There was a certain beauty to waking up. It was like escaping death, in a way. The reason, right now, escaped her, but for some reason, she held such statement as inherently true. For some reason.
She remembered Juliet. Silly Juliet, taking the draught for fake death, and Romeo – sweet Romeo—mistaking Juliet’s innocent slumber for death, that irreversible sleep. It ended badly, she thought she remembered.
She was reminded of the rose. Hadn’t Juliet said something about a rose being sweet? Her own rose was displayed in a glass vase. It had lost a few petals, but it still maintained its red color.
“I know you’re awake, sweetheart. Wake up now, the dream is over”
“I’m awake,” she answered, keeping her eyes closed but lifting her body, slowly, as to not lose balance, so that she stood now, close to him, clad in only her white nightgown.
“Are you?” He whispered, a smile playing on his lips, “or are you still dreaming?”
She almost didn’t hear his words, spoken so faintly, as if he was in the next room or the room over instead of right there.
“I can’t remember the color of your eyes anymore,” she mumbled, each word coming out like a drop of water tumbling over a waterfall. She longed to open her eyes, but kept them shut. “I used to have that memorized, down to the exact shade. They’d all have picturesque names like azure and ceil and angel blue and alice blue,” she paused, contemplative, with an almost desperate undertone, “why can’t I remember? I used to—used to...”
She reached out to touch him, wrapping her arms around his torso. He smelled cold, like the day her father died. She remembered. It was September and the rain had fallen.
Like the angels crying, she had whispered, half to herself after they had told her.
“Are you Natalie Lily Collins?”

“Yes, I am”
“I regret to inform you that your father had passed away at midnight last night…”
The man had said this with apathy, as if reading his condolences off a memorized script. He kept his eyes fixed on the ground, memorizing the waves of the wood grain. Natalie had stared at the man, out of place in his strict suit and polished shoes. She would remember that day and the way that the man had simply stood there, leaning from foot to foot, as if impatient to leave. And the color of his tie. It was a deep carmine, like the roses that Blake had given her the night before. The roses that would gradually wither on her windowsill.
She had brought a bouquet of fresh white lilies to his funeral, laying them gently on his tombstone. She traced the engraved words with her fingers, making herself realize that this was real, this wasn’t a dream.
Snow had fallen early that year.
And so, when she had woken up that day and hugged him with her eyes closed, she was reminded of that smell. The smell of sharp clarity. The smell of death.

Voices. Soft murmurings. Tears.
Someone was whispering condolences to her, but she couldn’t hear. Not over the absolute blankness in her mind.
A hand ghosted on her shoulder. Footsteps echoed.

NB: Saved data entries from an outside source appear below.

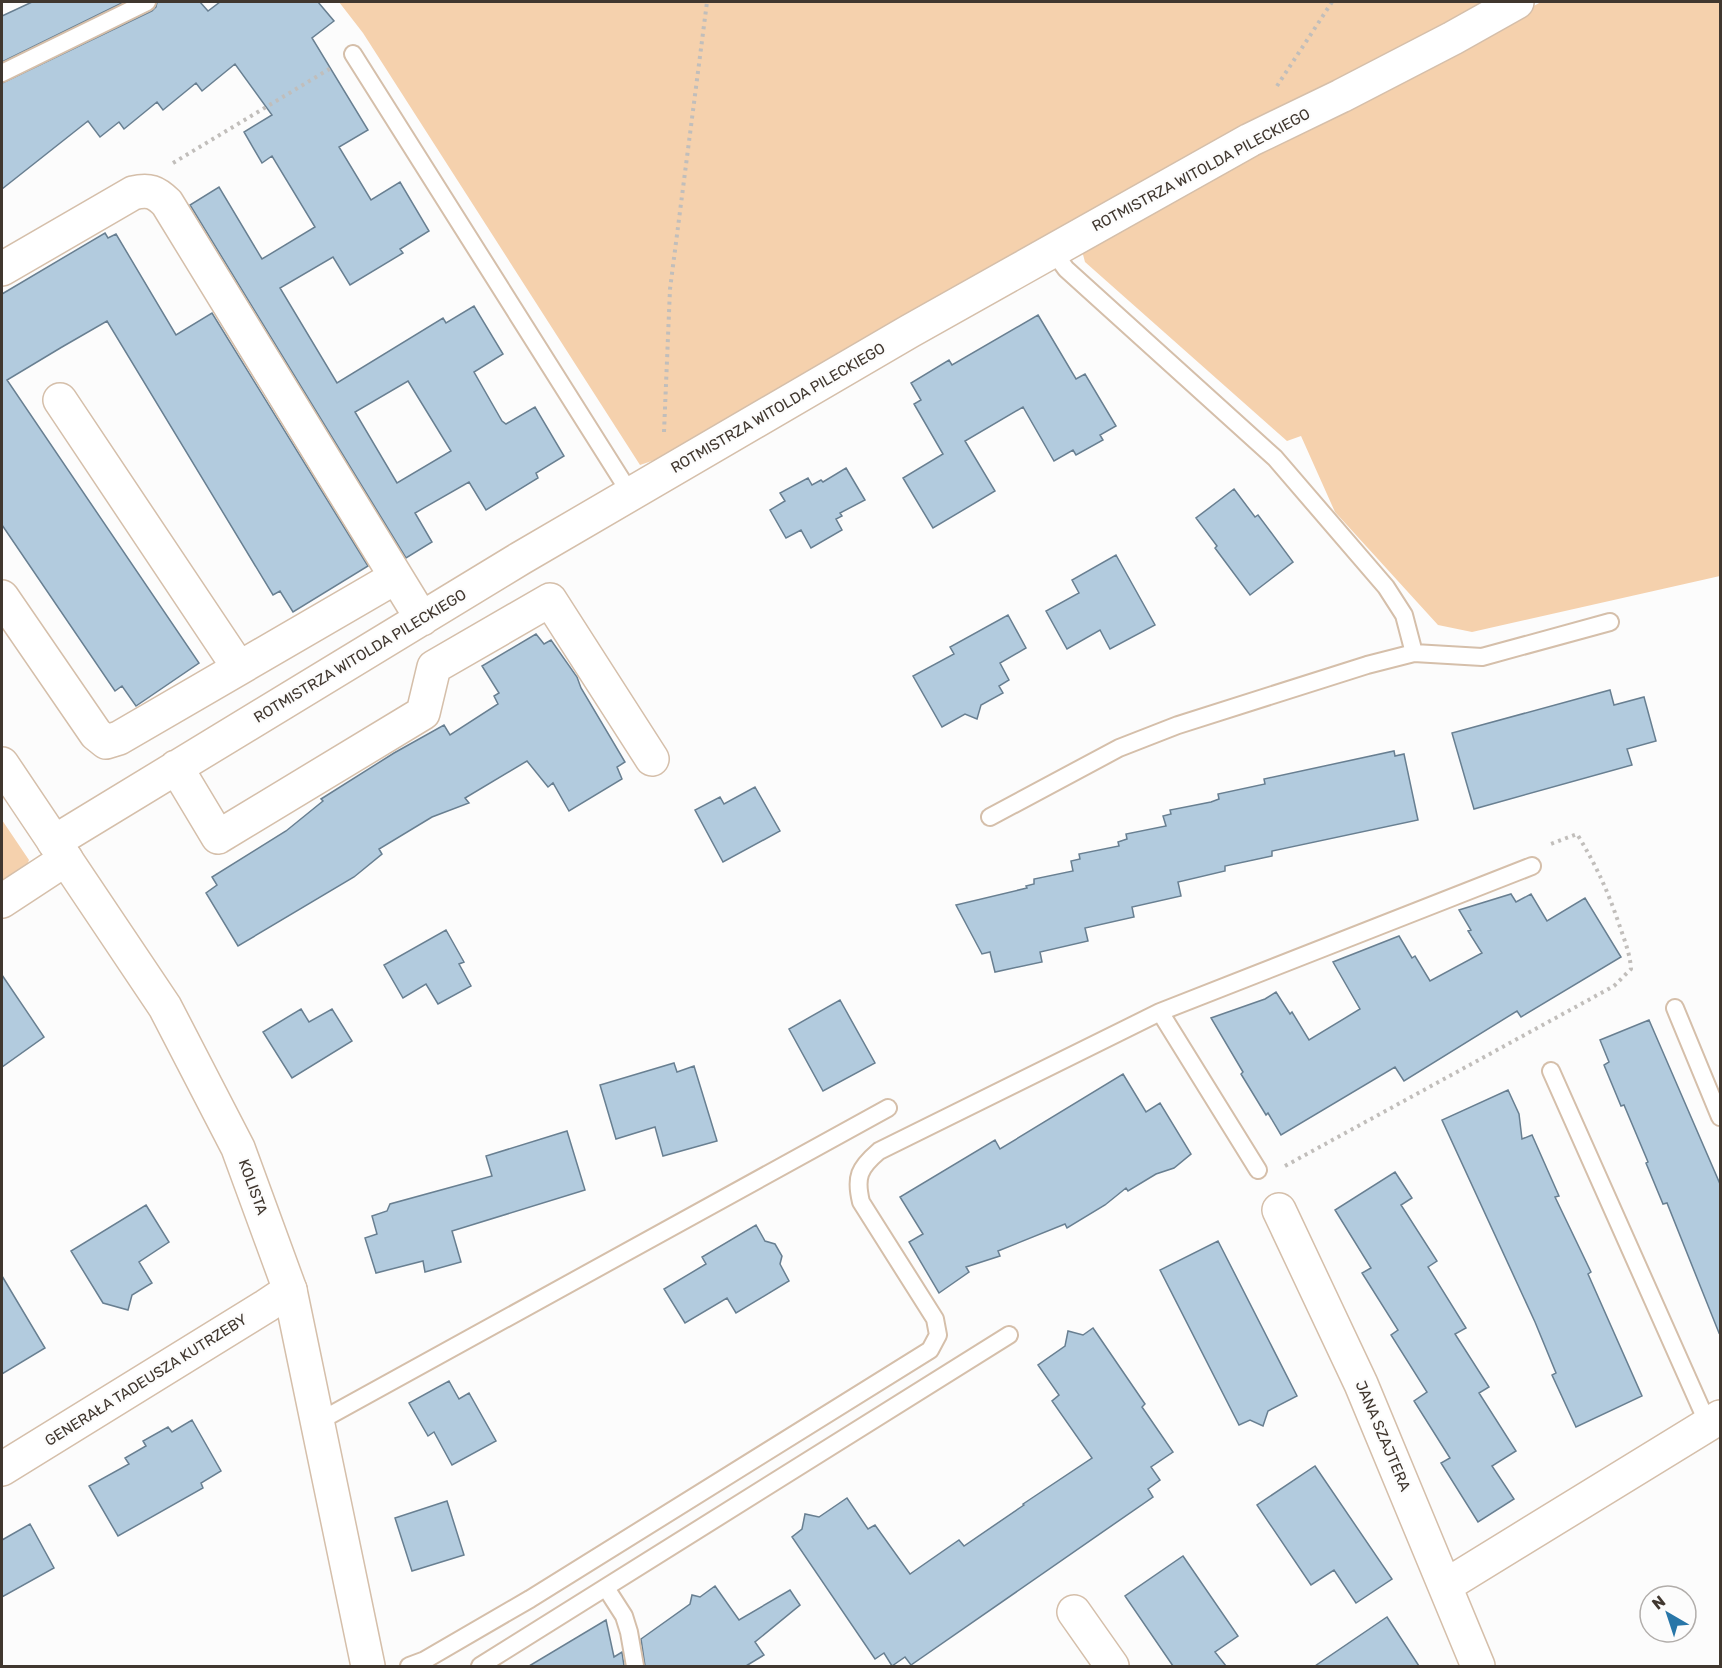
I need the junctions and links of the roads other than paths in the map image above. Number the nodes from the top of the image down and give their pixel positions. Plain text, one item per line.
1 (147, 2) edge
2 (1517, 2) edge
3 (353, 54) road end
4 (2, 73) edge
5 (1052, 250) junction
6 (2, 269) edge
7 (60, 400) dead end
8 (630, 493) junction
9 (396, 577) junction
10 (2, 597) edge
11 (422, 619) junction
12 (1610, 622) dead end
13 (1414, 653) junction
14 (239, 668) junction
15 (652, 759) dead end
16 (2, 764) edge
17 (176, 767) junction
18 (990, 817) dead end
19 (60, 850) junction
20 (1532, 866) road end
21 (2, 901) edge
22 (1675, 1008) dead end
23 (1160, 1012) junction
24 (1551, 1071) dead end
25 (888, 1108) dead end
26 (1720, 1117) edge
27 (1258, 1170) road end
28 (1279, 1210) dead end
29 (290, 1290) junction
30 (1009, 1335) dead end
31 (1714, 1420) edge
32 (316, 1423) junction
33 (2, 1469) edge
34 (1445, 1586) junction
35 (606, 1588) junction
36 (1074, 1612) dead end
37 (368, 1666) edge
38 (409, 1666) edge
39 (480, 1666) edge
40 (635, 1666) edge
41 (1112, 1666) edge
42 (1478, 1666) edge

1 - 4 lane
2 - 5 street, ROTMISTRZA WITOLDA PILECKIEGO
3 - 8 lane
5 - 8 street, ROTMISTRZA WITOLDA PILECKIEGO
5 - 13 lane
6 - 9 street
7 - 14 street
8 - 11 street, ROTMISTRZA WITOLDA PILECKIEGO
9 - 11 street
9 - 14 street
10 - 14 street
11 - 17 street, ROTMISTRZA WITOLDA PILECKIEGO
12 - 13 lane
13 - 18 lane
15 - 17 street
16 - 19 street, KOLISTA
17 - 19 street, ROTMISTRZA WITOLDA PILECKIEGO
19 - 21 street, ROTMISTRZA WITOLDA PILECKIEGO
19 - 29 street, KOLISTA
20 - 23 lane
22 - 26 lane
23 - 27 lane
23 - 38 lane
24 - 31 lane
25 - 32 lane
28 - 34 street, JANA SZAJTERA
29 - 32 street, KOLISTA
29 - 33 street, GENERAŁA TADEUSZA KUTRZEBY
30 - 35 lane
31 - 34 street
32 - 37 street, KOLISTA
34 - 42 street, JANA SZAJTERA
35 - 39 lane
35 - 40 lane
36 - 41 street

She could swear that the stars were singing that night. The frosted air entangling her hair and burning their throats.
They were walking down a sidewalk, the rough cement reflecting the pale yellow light of the lamps which hung from twisted metal poles. Their shadows walked ahead of them, eager to return to the warmth of their house.
“Sometimes I wonder what happens, you know, after.”
Natalie twisted the rose that he had brought her that day, an impromptu present. “After what?”
“You know,” he paused, “the Great Unknown? What happens when Death arrives, knocking on your door? Do you let him in? Or does he force himself in?”
“I would think Death would be a better gentleman than that, to force himself into one’s life. He must come, dressed in his best suit, gently coaxing your soul from its battered body to a state of peace … to a place where there’s no more pain.”
She would learn later that Death was not a gentleman. Death always came suddenly, unannounced, and would break open windows, shattering the frail glass, and would burn down the framework. But for now, she believed in her naïve fantasy of a kind Death, of a reasonable Death.
“When I die, I think I’d like a simple funeral. Not too many people crying.” He had looked ahead, not meeting her eyes.
She had wondered where such words came from and nervously twisted the ring on her fourth finger. It was a habit of hers, twisting her ring when she was nervous. She had impulsively grabbed his arm and laid her head on his shoulder.
“You know, we’re like hurricanes and droughts. Like lightening. Like falling stars and meteors. Together we’re a beautiful disaster.”
He had looked at her then, smiling at her poetic statement.
They had walked home that night. Talking about other things, simple things. But Natalie would remember that conversation about the gentleman Death later, when she laid in bed, unable to sleep because of the whispering ghosts.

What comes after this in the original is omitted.